Cientos de familias continúan visitando fielmente a los que ya se nos adelantaron, como marca la tradición desde varios siglos atrás.
El Día de Muertos sigue siendo una fiesta en toda la extensión de la palabra, donde los vivos tratan de recordar con añoranza a los que yacen bajo tierra.
Este año la venta de flores está muy “floja”, a decir de Gabino, quien espera recuperarse este día. El comerciante dijo que el precio de su mercancía sí se elevó; “fue poquito, porque de por sí la gente casi ni compra, ‘ora si las damos caras, pos menos”.
Tampoco podían faltar los juegos infantiles, que dan un aspecto de feria en lugar de un día que se antoja de cantos y oraciones.
Desde muy temprana hora de ayer domingo se pudo observar una gran afluencia a los panteones Santiago, San Esteban, Jardines del Santo Cristo, Jardines del Arcángel y Los Pinos.
El área que registró más visitantes fue el sector donde se ubican los panteones Santiago y San Esteban, donde, a decir de los propios administradores, se estima que de las 07:00 a las 18:00 horas, en suma acudieron más de 20 mil personas.
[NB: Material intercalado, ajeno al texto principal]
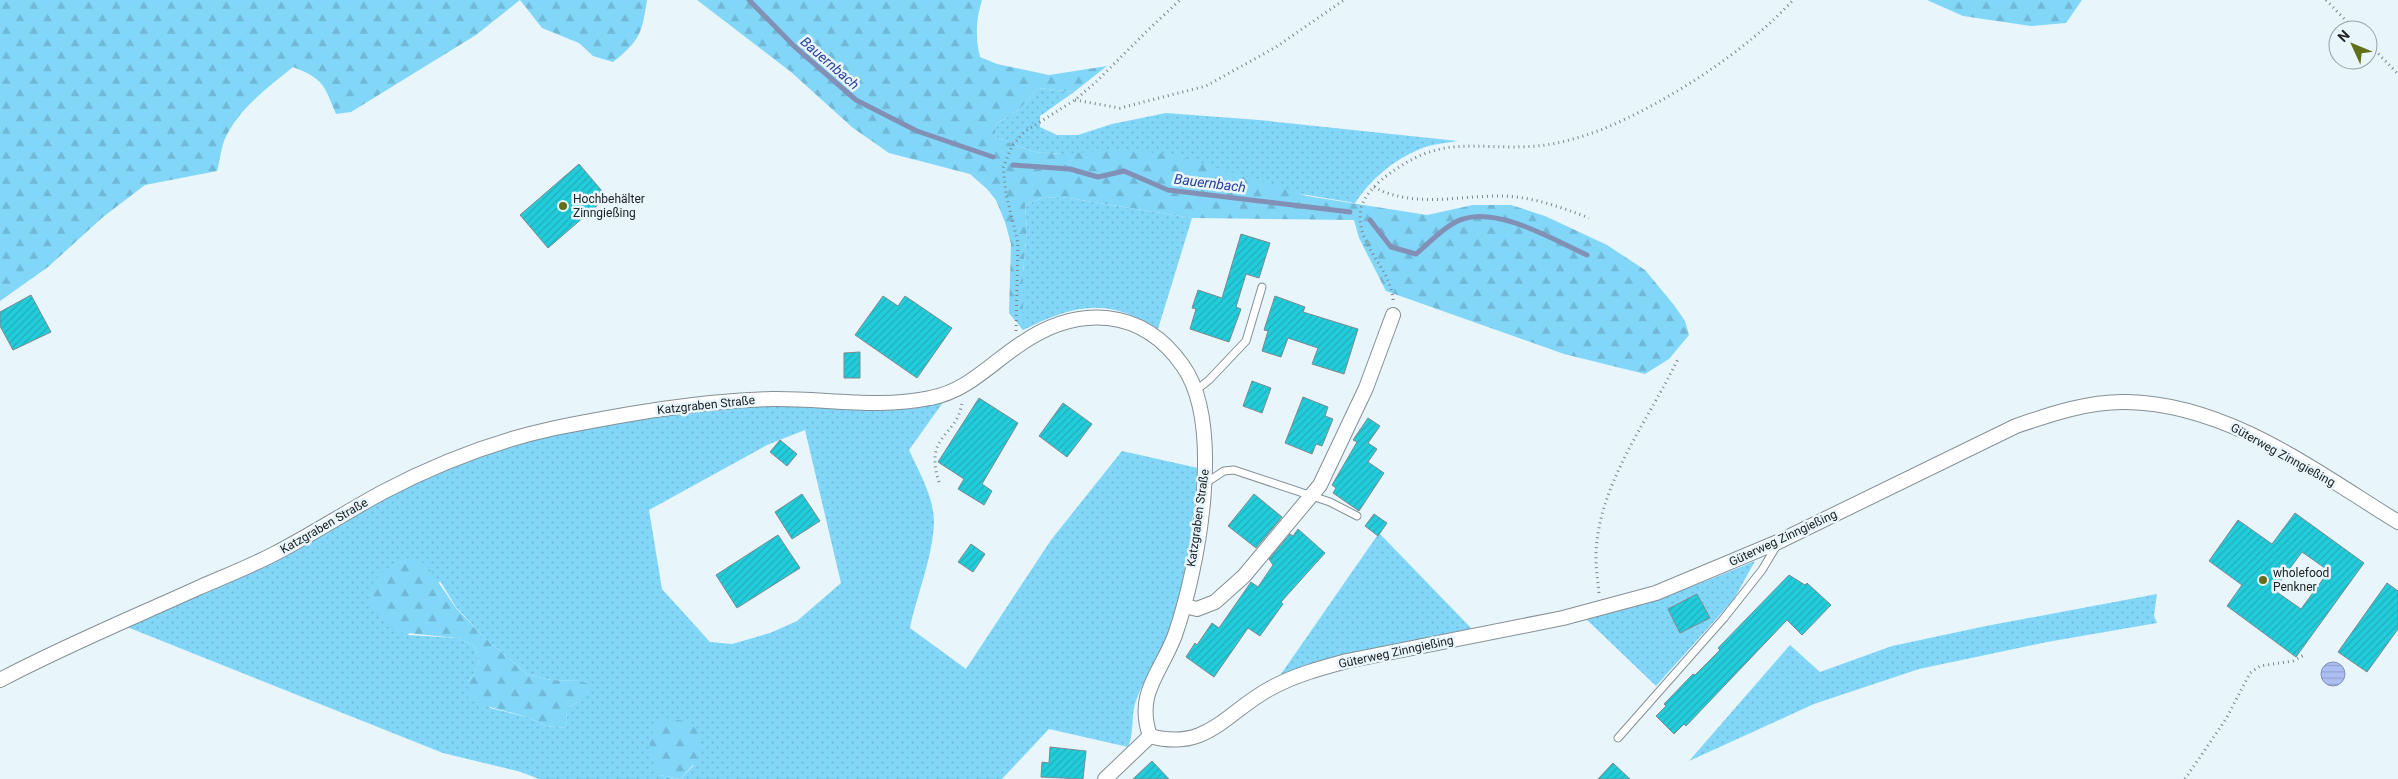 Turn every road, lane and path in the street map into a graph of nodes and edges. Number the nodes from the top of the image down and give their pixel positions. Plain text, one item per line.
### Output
1 (1180, 0) edge
2 (1344, 0) edge
3 (1793, 0) edge
4 (2326, 0) edge
5 (2345, 20) edge
6 (2378, 53) edge
7 (2398, 74) edge
8 (1075, 100) junction
9 (1374, 187) junction
10 (1589, 218) dead end
11 (1262, 287) dead end
12 (1393, 315) joint
13 (1022, 342) junction
14 (1678, 359) dead end
15 (959, 389) junction
16 (1195, 390) junction
17 (939, 482) dead end
18 (1204, 484) junction
19 (1311, 495) junction
20 (1357, 516) dead end
21 (2398, 522) edge
22 (1778, 542) junction
23 (1184, 606) junction
24 (1603, 609) junction
25 (2306, 654) dead end
26 (0, 680) edge
27 (1150, 736) junction
28 (1618, 738) dead end
29 (1105, 779) edge
30 (2185, 779) edge

1 - 8 path
2 - 8 path
3 - 9 path
4 - 5 path
6 - 7 path
8 - 13 path
9 - 10 path
9 - 12 path
11 - 16 lane
12 - 19 street
13 - 15 street, Katzgraben Straße
13 - 16 street, Katzgraben Straße
14 - 24 path
15 - 17 path
15 - 26 street, Katzgraben Straße
16 - 18 street, Katzgraben Straße
18 - 19 lane
18 - 23 street, Katzgraben Straße
19 - 20 lane
19 - 23 street
21 - 22 street, Güterweg Zinngießing
22 - 24 street, Güterweg Zinngießing
22 - 28 lane
23 - 27 street, Katzgraben Straße
24 - 27 street, Güterweg Zinngießing
25 - 30 path
27 - 29 street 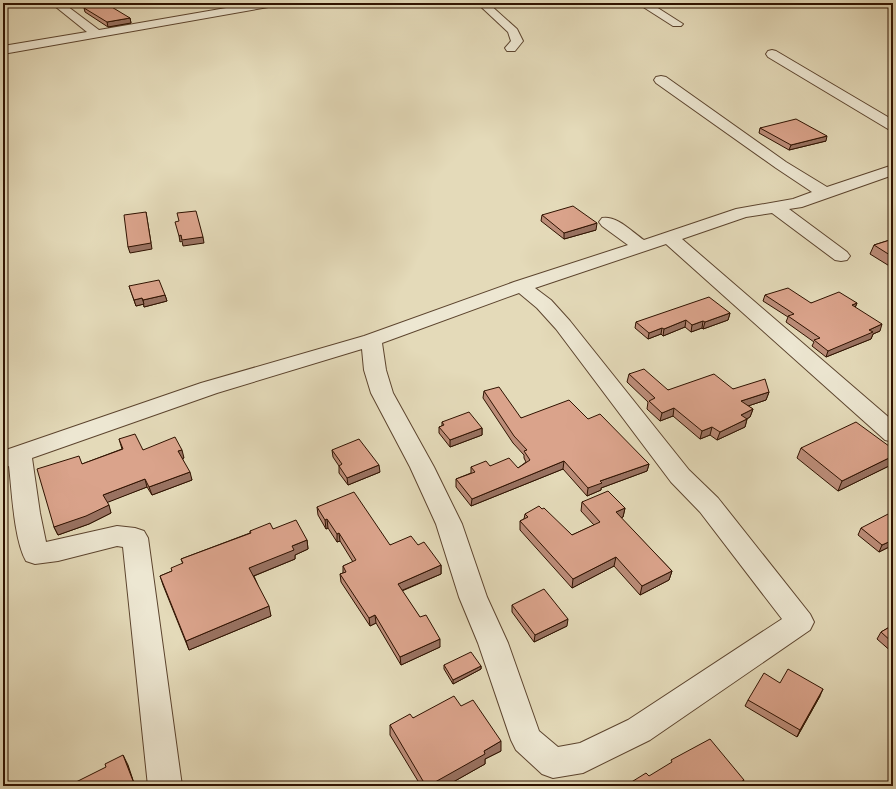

El tráfico vehicular de la calzada Francisco I. Madero fue difícil y lento a partir de la calle Francisco Murguía hacia el oriente, y lo mismo ocurrió con los accesos a ese punto, desde las colonias Antonio Cárdenas, Panteones y Del Valle.
Pero además de los puesteros, también estaban haciendo su lucha desempleados que tienen varias semanas sin “chamba” ofreciendo sus servicios de limpieza de las tumbas, además de trabajos de pintura, “o lo que se ofrezca”.
Memo es uno de ellos, quien se vio afectado por el recorte en una de las armadoras de autos de la localidad “y pos hay que llevar dinero a la casa; la cosa está difícil y ahorita agarro chamba de lo que caiga”, dice con un poco de resignación.
Decenas de personas han hecho ya una tradición acudir a los panteones para prestar servicios; cobran cinco pesos por acarrear agua, o lo que les den por barrer los lotes y 10 pesos por pintar, decorar y remozar una lápida.
Los operativos de Policía estaban a la medida, pues se observaron varios elementos resguardando la tortuosa circulación de los vehículos; hasta parecía que su intención era dejarse ver en cada esquina. Aunque en el resto de la ciudad no fuera así.
Lápidas hay de todos los tipos: lujosas, pequeñas, tradicionales, humildes, de colores vivos, con acabados en mármol o una sola cruz de madera; todo es cuestión de gustos o posibilidades.
El Panteón Santiago alberga en sus entrañas miles de cuerpos distribuidos en 11 mil 600 lotes, a lo largo de 7 hectáreas; ya no tiene espacio para más difuntos. La última vez que se vendieron lotes en ese lugar está tan distante que nadie la recuerda.